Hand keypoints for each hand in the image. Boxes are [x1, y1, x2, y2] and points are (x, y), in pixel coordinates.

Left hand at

...

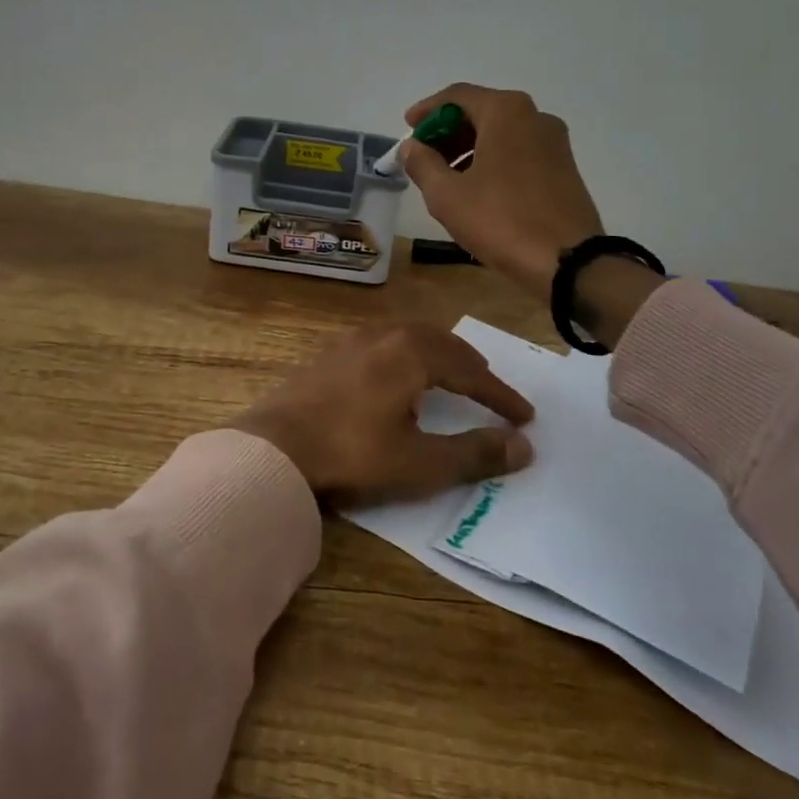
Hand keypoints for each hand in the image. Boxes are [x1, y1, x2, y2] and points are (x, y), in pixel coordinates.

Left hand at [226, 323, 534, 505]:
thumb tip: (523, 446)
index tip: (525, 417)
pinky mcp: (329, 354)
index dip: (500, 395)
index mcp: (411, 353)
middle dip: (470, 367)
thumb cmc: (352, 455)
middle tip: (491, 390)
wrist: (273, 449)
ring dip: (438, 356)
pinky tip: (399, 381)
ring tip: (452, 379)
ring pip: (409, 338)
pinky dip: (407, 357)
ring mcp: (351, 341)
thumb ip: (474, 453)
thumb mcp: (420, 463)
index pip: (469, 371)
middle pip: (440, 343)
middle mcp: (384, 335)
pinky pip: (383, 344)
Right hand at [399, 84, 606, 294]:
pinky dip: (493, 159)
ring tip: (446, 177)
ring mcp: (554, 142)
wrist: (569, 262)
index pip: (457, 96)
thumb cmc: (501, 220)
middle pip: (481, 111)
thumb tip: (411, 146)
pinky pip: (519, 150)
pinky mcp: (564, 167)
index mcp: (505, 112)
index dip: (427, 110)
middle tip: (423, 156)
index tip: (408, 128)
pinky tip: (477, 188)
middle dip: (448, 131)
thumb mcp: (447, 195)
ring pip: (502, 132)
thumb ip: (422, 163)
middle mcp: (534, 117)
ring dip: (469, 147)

--

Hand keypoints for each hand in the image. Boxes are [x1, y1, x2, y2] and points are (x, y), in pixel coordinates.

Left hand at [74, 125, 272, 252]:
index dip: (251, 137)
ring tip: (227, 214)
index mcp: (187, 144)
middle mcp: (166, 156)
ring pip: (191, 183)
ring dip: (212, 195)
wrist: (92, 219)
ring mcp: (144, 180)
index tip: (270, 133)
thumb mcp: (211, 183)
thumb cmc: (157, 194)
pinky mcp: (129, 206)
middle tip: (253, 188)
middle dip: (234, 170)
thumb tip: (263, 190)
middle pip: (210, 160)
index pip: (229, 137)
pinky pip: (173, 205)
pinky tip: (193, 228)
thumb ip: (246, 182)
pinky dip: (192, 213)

▶ Exercise details
For each line in the data that contains the string "pinky", give a copy of that line.

▶ Answer below
pinky mcp: (329, 354)
pinky tip: (399, 381)
pinky dip: (407, 357)
pinky pip: (383, 344)
pinky dip: (493, 159)
pinky pip: (519, 150)
pinky mcp: (564, 167)
pinky tip: (477, 188)
pinky mcp: (129, 206)
pinky pip: (173, 205)
pinky tip: (193, 228)
pinky dip: (192, 213)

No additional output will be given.